Try it: The required result is every line of the records that includes "Right".

Input material:
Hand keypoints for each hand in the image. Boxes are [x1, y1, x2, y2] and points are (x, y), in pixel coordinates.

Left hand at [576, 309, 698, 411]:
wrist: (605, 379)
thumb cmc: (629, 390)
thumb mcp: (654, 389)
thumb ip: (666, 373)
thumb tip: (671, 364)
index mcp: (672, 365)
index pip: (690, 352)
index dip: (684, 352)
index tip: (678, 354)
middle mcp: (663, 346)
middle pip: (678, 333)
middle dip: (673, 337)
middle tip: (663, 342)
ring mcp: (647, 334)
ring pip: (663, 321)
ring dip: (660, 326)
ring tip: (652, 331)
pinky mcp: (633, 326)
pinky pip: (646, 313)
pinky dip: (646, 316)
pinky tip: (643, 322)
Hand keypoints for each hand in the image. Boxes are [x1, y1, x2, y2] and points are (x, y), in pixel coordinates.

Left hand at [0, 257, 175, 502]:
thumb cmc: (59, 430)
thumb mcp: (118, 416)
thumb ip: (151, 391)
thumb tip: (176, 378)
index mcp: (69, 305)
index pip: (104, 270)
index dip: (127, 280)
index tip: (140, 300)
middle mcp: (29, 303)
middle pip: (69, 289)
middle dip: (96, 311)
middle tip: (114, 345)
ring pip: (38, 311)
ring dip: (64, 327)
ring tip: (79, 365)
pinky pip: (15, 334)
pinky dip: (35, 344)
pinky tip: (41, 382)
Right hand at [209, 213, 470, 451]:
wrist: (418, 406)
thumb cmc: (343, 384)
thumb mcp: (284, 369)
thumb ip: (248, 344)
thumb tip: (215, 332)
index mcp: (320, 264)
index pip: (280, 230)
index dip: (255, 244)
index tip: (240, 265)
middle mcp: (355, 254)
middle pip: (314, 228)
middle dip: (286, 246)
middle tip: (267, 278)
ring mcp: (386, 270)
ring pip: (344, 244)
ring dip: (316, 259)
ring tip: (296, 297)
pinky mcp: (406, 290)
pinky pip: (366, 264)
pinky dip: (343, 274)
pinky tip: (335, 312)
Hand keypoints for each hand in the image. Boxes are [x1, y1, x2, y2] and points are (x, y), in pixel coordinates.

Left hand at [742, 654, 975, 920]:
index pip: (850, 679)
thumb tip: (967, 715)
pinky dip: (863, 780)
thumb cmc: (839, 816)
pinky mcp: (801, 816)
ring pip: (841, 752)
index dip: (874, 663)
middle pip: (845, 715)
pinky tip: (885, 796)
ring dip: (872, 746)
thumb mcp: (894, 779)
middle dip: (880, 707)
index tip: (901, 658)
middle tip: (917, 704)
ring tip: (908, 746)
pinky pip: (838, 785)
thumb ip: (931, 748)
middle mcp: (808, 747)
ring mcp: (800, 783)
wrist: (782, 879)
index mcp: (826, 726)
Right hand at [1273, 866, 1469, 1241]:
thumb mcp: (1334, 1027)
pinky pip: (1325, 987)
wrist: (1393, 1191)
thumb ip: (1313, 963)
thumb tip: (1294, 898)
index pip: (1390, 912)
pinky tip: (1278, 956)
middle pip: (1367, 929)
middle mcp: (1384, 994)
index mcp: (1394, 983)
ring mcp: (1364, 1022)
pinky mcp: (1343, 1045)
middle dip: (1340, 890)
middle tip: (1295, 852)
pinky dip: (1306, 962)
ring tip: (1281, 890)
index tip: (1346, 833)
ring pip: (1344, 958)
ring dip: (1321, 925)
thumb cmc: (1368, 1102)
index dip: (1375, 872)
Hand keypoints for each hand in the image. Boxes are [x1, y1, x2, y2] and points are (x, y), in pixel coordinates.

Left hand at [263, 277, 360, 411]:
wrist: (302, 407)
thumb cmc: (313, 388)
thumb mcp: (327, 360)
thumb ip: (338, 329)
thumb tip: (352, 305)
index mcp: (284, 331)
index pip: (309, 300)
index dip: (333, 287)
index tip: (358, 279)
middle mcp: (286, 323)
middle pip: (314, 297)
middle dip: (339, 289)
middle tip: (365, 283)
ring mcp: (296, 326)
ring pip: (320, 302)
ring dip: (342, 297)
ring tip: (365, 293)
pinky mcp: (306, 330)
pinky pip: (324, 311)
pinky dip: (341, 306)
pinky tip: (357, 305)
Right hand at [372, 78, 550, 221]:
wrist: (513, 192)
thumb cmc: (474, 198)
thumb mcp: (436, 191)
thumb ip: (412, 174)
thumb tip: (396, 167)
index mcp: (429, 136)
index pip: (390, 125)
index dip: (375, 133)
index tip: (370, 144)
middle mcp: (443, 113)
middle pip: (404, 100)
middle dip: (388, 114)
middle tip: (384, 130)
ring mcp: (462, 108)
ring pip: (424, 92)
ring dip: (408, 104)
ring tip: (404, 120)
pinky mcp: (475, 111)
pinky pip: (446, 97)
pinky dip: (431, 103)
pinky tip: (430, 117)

Problem solution:
Right hand at [209, 213, 470, 451]:
Right hand at [1273, 866, 1469, 1241]:
Right hand at [372, 78, 550, 221]:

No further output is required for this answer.